“Bunda, Om, Tante, boleh Renata bicara sekarang?” Renata menyela senda gurau para orang tua. Pembicaraan mereka sudah mulai menyentuh masalah pernikahan.
Renata menghela nafas panjang dan menghembuskannya lewat mulut.
“Renata dan Andra, sepakat untuk menolak perjodohan ini,” katanya lugas dan tegas. Bahkan Andra terdiam memandangnya.
“Apa-apaan kamu Renata?!” Widuri mulai mengeluarkan amarahnya setelah menyadari apa yang dikatakan anak gadisnya.
Renata mengabaikan amarah ibunya. Pandangannya terarah pada kedua orang tua Andra.
“Kami tidak saling mencintai. Andra mencintai orang lain. Tolong jangan mempersulit kami dengan mengikat kami seperti ini,” katanya. Pandangannya bergantian pada ayah dan ibu Andra.
“ Betul itu Andra?” ayah Andra yang bertanya.
Andra mengangguk.
“Sebenarnya cinta bisa datang belakangan. Cinta akan tumbuh dengan sendirinya bila kalian sudah terbiasa bersama,” sergah Widuri. Renata menatap ibunya tanpa minat.
“Om, Tante, Andra sudah punya calon sendiri. Namanya Ratih. Saya tahu jika selama ini Om dan Tante belum bisa menerima Ratih. Tapi Renata mengenal Ratih sudah cukup lama. Dia gadis yang baik. Dia pasti bisa menjadi pendamping Andra yang tepat seperti yang Om dan Tante inginkan. Cobalah Om dan Tante mengenal Ratih lebih dekat, Om dan Tante pasti akan menyukainya dan mengerti mengapa Andra mencintai dia,” jelas Renata lagi.
Hilda dan Irwan memandang anak mereka sekarang.
Irwan menghela nafas. Tidak masalah baginya anaknya akan berjodoh dengan siapa. Ide perjodohan ini dari istri dan sahabatnya. Ia hanya mengikuti kemauan istrinya karena ia sendiri tidak sreg dengan kekasih Andra. Mereka pernah tidak sengaja bertemu dan menurutnya Ratih adalah gadis manja.
Widuri sangat berang, sangat marah pada anaknya. Ditariknya lengan Renata dan menyeretnya. Renata hanya bisa mengangguk kepada kedua orang tua Andra untuk berpamitan.
Di dalam mobil bisa ditebak ia marah-marah kepada anaknya.

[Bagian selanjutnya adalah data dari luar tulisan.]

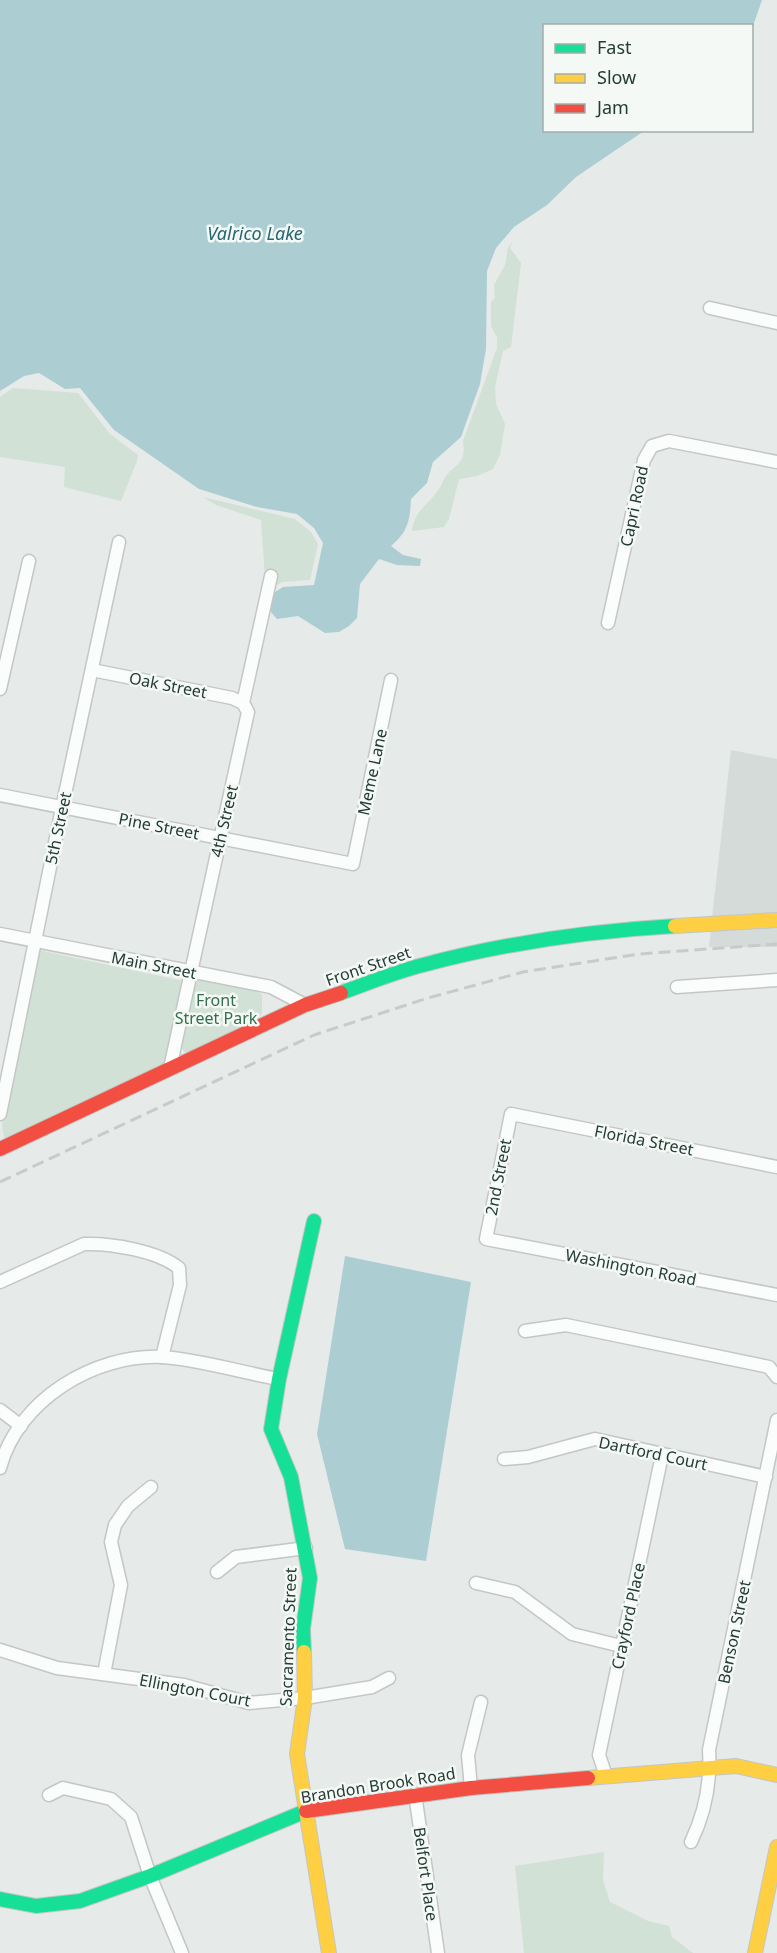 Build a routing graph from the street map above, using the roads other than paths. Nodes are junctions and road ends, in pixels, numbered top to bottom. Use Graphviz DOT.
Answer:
graph roads {
  1 [pos="710,308"];
  2 [pos="777,322"];
  3 [pos="777,462"];
  4 [pos="119,542"];
  5 [pos="29,561"];
  6 [pos="271,576"];
  7 [pos="608,623"];
  8 [pos="92,670"];
  9 [pos="391,680"];
  10 [pos="0,689"];
  11 [pos="243,703"];
  12 [pos="0,795"];
  13 [pos="62,808"];
  14 [pos="220,838"];
  15 [pos="353,864"];
  16 [pos="777,920"];
  17 [pos="0,934"];
  18 [pos="35,941"];
  19 [pos="190,972"];
  20 [pos="777,980"];
  21 [pos="677,987"];
  22 [pos="305,1005"];
  23 [pos="170,1068"];
  24 [pos="0,1114"];
  25 [pos="511,1114"];
  26 [pos="1,1145"];
  27 [pos="777,1167"];
  28 [pos="314,1221"];
  29 [pos="486,1239"];
  30 [pos="0,1282"];
  31 [pos="777,1295"];
  32 [pos="525,1331"];
  33 [pos="162,1358"];
  34 [pos="777,1377"];
  35 [pos="279,1379"];
  36 [pos="0,1410"];
  37 [pos="777,1420"];
  38 [pos="21,1425"];
  39 [pos="662,1455"];
  40 [pos="504,1459"];
  41 [pos="0,1468"];
  42 [pos="766,1477"];
  43 [pos="151,1487"];
  44 [pos="306,1548"];
  45 [pos="217,1572"];
  46 [pos="476,1583"];
  47 [pos="621,1647"];
  48 [pos="0,1650"];
  49 [pos="104,1674"];
  50 [pos="389,1678"];
  51 [pos="305,1698"];
  52 [pos="481,1702"];
  53 [pos="710,1767"];
  54 [pos="777,1775"];
  55 [pos="606,1776"];
  56 [pos="471,1788"];
  57 [pos="415,1794"];
  58 [pos="49,1795"];
  59 [pos="307,1810"];
  60 [pos="691,1842"];
  61 [pos="777,1847"];
  62 [pos="150,1876"];
  63 [pos="0,1899"];
  64 [pos="182,1953"];
  65 [pos="329,1953"];
  66 [pos="438,1953"];
  67 [pos="755,1953"];
  1 -- 2 [label="street"];
  3 -- 7 [label="street, Capri Road"];
  4 -- 8 [label="street, 5th Street"];
  5 -- 10 [label="street"];
  6 -- 11 [label="street, 4th Street"];
  8 -- 11 [label="street, Oak Street"];
  8 -- 13 [label="street, 5th Street"];
  9 -- 15 [label="street, Meme Lane"];
  11 -- 14 [label="street, 4th Street"];
  12 -- 13 [label="street, Pine Street"];
  13 -- 14 [label="street, Pine Street"];
  13 -- 18 [label="street, 5th Street"];
  14 -- 15 [label="street, Pine Street"];
  14 -- 19 [label="street, 4th Street"];
  16 -- 22 [label="street, Front Street"];
  17 -- 18 [label="street, Main Street"];
  18 -- 19 [label="street, Main Street"];
  18 -- 24 [label="street, 5th Street"];
  19 -- 22 [label="street, Main Street"];
  19 -- 23 [label="street, 4th Street"];
  20 -- 21 [label="street"];
  22 -- 23 [label="street, Front Street"];
  23 -- 26 [label="street, Front Street"];
  25 -- 27 [label="street, Florida Street"];
  25 -- 29 [label="street, 2nd Street"];
  28 -- 35 [label="street, Sacramento Street"];
  29 -- 31 [label="street, Washington Road"];
  30 -- 33 [label="street"];
  32 -- 34 [label="street"];
  33 -- 35 [label="street"];
  33 -- 38 [label="street"];
  35 -- 44 [label="street, Sacramento Street"];
  36 -- 38 [label="street"];
  37 -- 42 [label="street, Benson Street"];
  38 -- 41 [label="street"];
  39 -- 40 [label="street, Dartford Court"];
  39 -- 42 [label="street, Dartford Court"];
  39 -- 47 [label="street, Crayford Place"];
  42 -- 53 [label="street, Benson Street"];
  43 -- 49 [label="street"];
  44 -- 45 [label="street"];
  44 -- 51 [label="street, Sacramento Street"];
  46 -- 47 [label="street"];
  47 -- 55 [label="street, Crayford Place"];
  48 -- 49 [label="street, Ellington Court"];
  49 -- 51 [label="street, Ellington Court"];
  50 -- 51 [label="street, Ellington Court"];
  51 -- 59 [label="street, Sacramento Street"];
  52 -- 56 [label="street"];
  53 -- 54 [label="street, Brandon Brook Road"];
  53 -- 55 [label="street, Brandon Brook Road"];
  53 -- 60 [label="street, Benson Street"];
  55 -- 56 [label="street, Brandon Brook Road"];
  56 -- 57 [label="street, Brandon Brook Road"];
  57 -- 59 [label="street, Brandon Brook Road"];
  57 -- 66 [label="street, Belfort Place"];
  58 -- 62 [label="street"];
  59 -- 62 [label="street, Brandon Brook Road"];
  59 -- 65 [label="street, Sacramento Street"];
  61 -- 67 [label="street"];
  62 -- 63 [label="street, Brandon Brook Road"];
  62 -- 64 [label="street"];
} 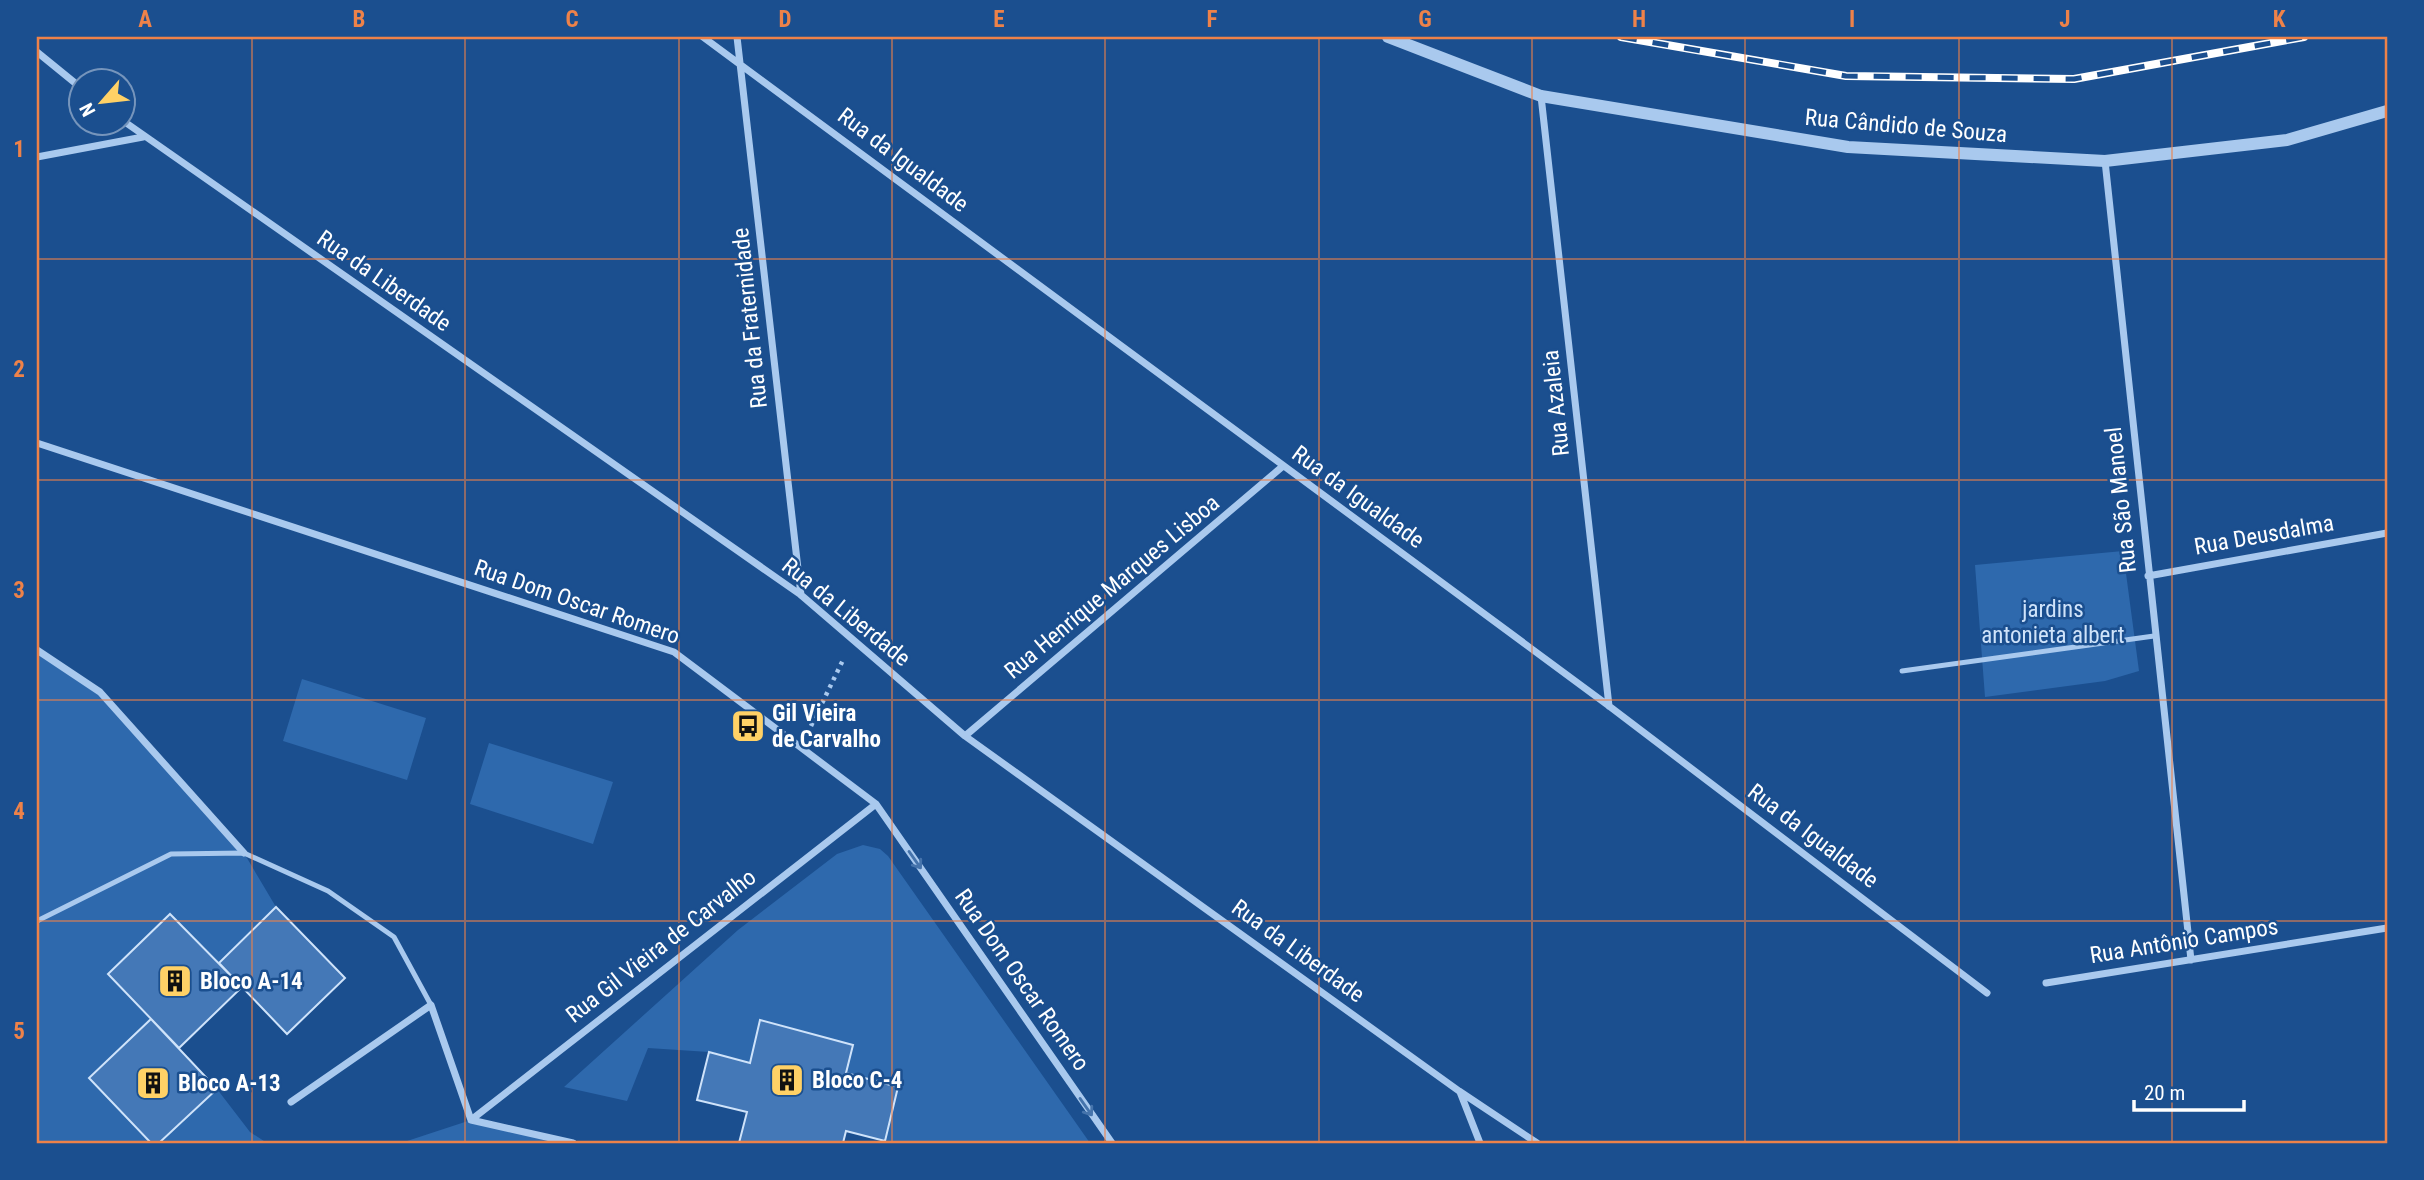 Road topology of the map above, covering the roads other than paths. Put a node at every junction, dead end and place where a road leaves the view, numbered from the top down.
1 (703, 37) edge
2 (737, 37) edge
3 (1388, 37) edge
4 (37, 51) edge
5 (740, 64) junction
6 (66, 75) edge
7 (1541, 96) junction
8 (2387, 111) edge
9 (136, 131) edge
10 (143, 137) junction
11 (37, 157) edge
12 (2105, 161) junction
13 (37, 443) edge
14 (1283, 466) junction
15 (2387, 533) edge
16 (2148, 576) junction
17 (801, 595) junction
18 (2154, 636) junction
19 (37, 650) edge
20 (1902, 671) dead end
21 (1609, 706) junction
22 (965, 736) junction
23 (876, 804) junction
24 (244, 853) junction
25 (37, 921) edge
26 (2387, 928) edge
27 (2191, 960) junction
28 (2046, 983) dead end
29 (1987, 993) dead end
30 (431, 1005) junction
31 (1460, 1091) junction
32 (290, 1102) dead end
33 (471, 1120) junction
34 (573, 1143) edge
35 (1112, 1143) edge
36 (1480, 1143) edge
37 (1537, 1143) edge

1 - 5 street, Rua da Igualdade
2 - 5 street, Rua da Fraternidade
3 - 7 street, Rua Cândido de Souza
4 - 6 street
5 - 14 street, Rua da Igualdade
5 - 17 street, Rua da Fraternidade
7 - 12 street, Rua Cândido de Souza
7 - 21 street, Rua Azaleia
8 - 12 street, Rua Cândido de Souza
9 - 10 street, Rua da Liberdade
10 - 11 street
10 - 17 street, Rua da Liberdade
12 - 16 street, Rua São Manoel
13 - 23 street, Rua Dom Oscar Romero
14 - 21 street, Rua da Igualdade
14 - 22 street, Rua Henrique Marques Lisboa
15 - 16 street, Rua Deusdalma
16 - 18 street, Rua São Manoel
17 - 22 street, Rua da Liberdade
18 - 20 lane
18 - 27 street, Rua São Manoel
19 - 24 street
21 - 29 street, Rua da Igualdade
22 - 31 street, Rua da Liberdade
23 - 33 street, Rua Gil Vieira de Carvalho
23 -> 35 street, Rua Dom Oscar Romero
24 - 25 lane
24 - 30 lane
26 - 27 street, Rua Antônio Campos
27 - 28 street, Rua Antônio Campos
30 - 32 street
30 - 33 street
31 - 36 street
31 - 37 street, Rua da Liberdade
33 - 34 street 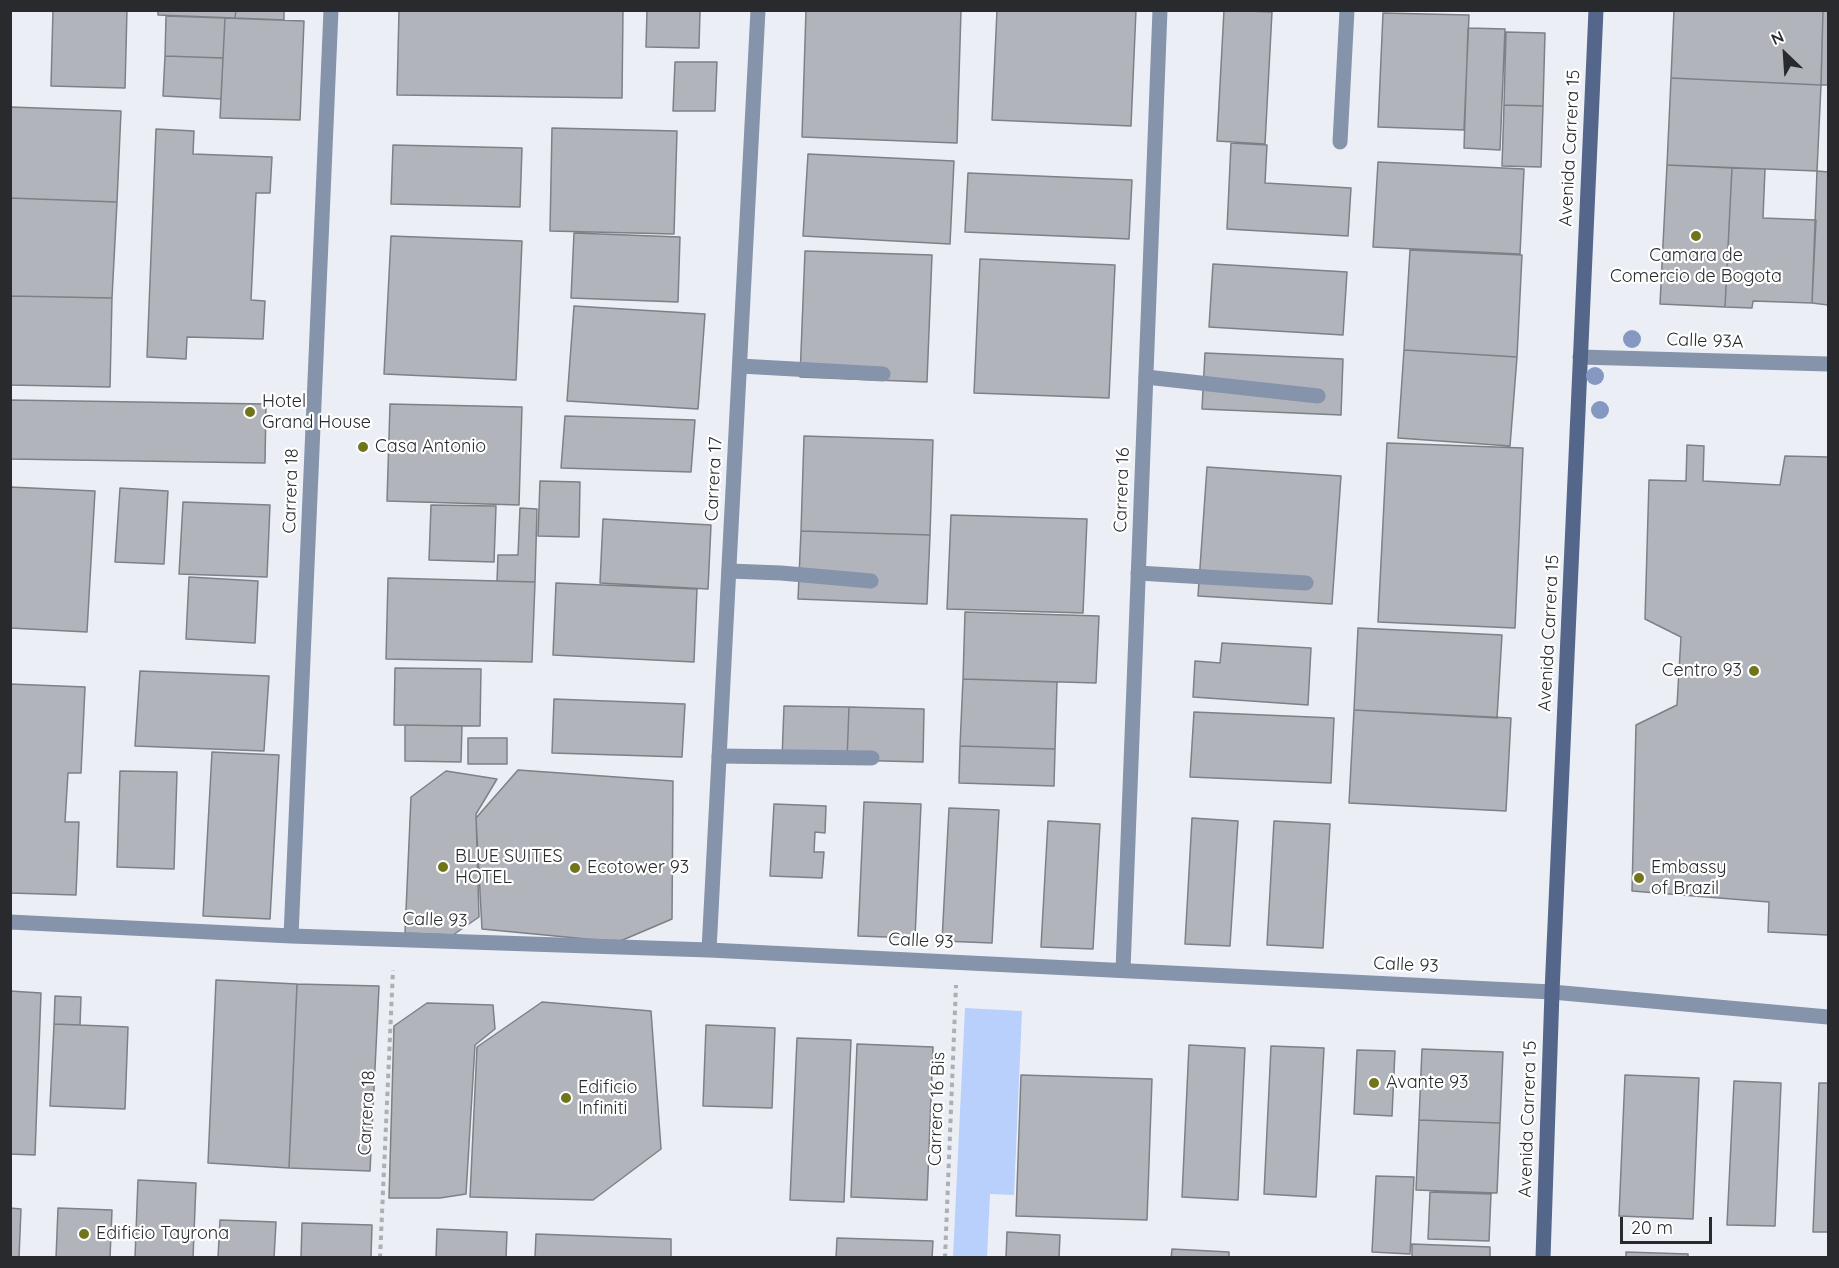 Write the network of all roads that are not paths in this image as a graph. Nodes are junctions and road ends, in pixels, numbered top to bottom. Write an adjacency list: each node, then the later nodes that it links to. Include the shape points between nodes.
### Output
1 (331, 10): 20 (street, Carrera 18)
2 (758, 10): 9 (street, Carrera 17)
3 (1160, 10): 11 (street, Carrera 16)
4 (1347, 10): 6 (street)
5 (1596, 10): 7 (main road, Avenida Carrera 15)
6 (1340, 142)
7 (1580, 357): 8 (street, Calle 93A); 23 (main road, Avenida Carrera 15)
8 (1828, 364)
9 (740, 366): 10 (street); 13 (street, Carrera 17)
10 (884, 374)
11 (1146, 377): 12 (street); 14 (street, Carrera 16)
12 (1318, 396)
13 (729, 571): 15 (street); 17 (street, Carrera 17)
14 (1138, 573): 16 (street); 22 (street, Carrera 16)
15 (871, 581)
16 (1306, 583)
17 (719, 756): 18 (street); 21 (street, Carrera 17)
18 (872, 758)
19 (10, 922): 20 (street, Calle 93)
20 (291, 936): 21 (street, Calle 93)
21 (709, 950): 22 (street, Calle 93)
22 (1123, 970): 23 (street, Calle 93)
23 (1552, 992): 24 (street, Calle 93); 25 (main road, Avenida Carrera 15)
24 (1828, 1017)
25 (1543, 1257)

“Bunda tidak habis pikir sama kamu. Tega kamu ya membuat bunda malu di depan teman bunda. Mau ditaruh dimana muka bunda ini Renata?”
Renata hanya mendengarkan ibunya mengomel.
“Bunda sudah promosikan kamu di depan om Irwan dan tante Hilda. Mereka sudah suka sama kamu. Apalagi mereka sudah kenal kamu dari kamu masih kecil. Kalau kamu menolak Andra, kamu mau cari yang seperti apa lagi? Andra itu keren, mapan, dari keluarga baik-baik, dia juga laki-laki yang baik. Kurang apa lagi?”
“Kurang cinta Bun. Andra tidak cinta sama Renata. Bunda harus terima kenyataan itu,” sahut Renata datar.
Mereka tiba di bandara. Widuri akan kembali ke Singapura.
“ Bunda marah sama kamu. Kamu sudah mengecewakan bunda. Bunda tidak akan pulang menengok kamu sebelum kamu menyesal sudah membuat bunda malu!” bentak ibunya sambil keluar dan membanting pintu mobil.
“Selama ini apa bunda pernah menengok Renata?” tanya Renata lirih pada dirinya sendiri.
♤♤♤
Rutinitas pagi Renata di kantor, ia masuk ruangan Andra begitu pria itu tiba di kantor. Ia membacakan jadwal pria itu sehari ini, lalu kembali ke ruangannya sendiri, memberi instruksi kepada para anak buahnya, lalu berkutat dengan pekerjaannya sendiri.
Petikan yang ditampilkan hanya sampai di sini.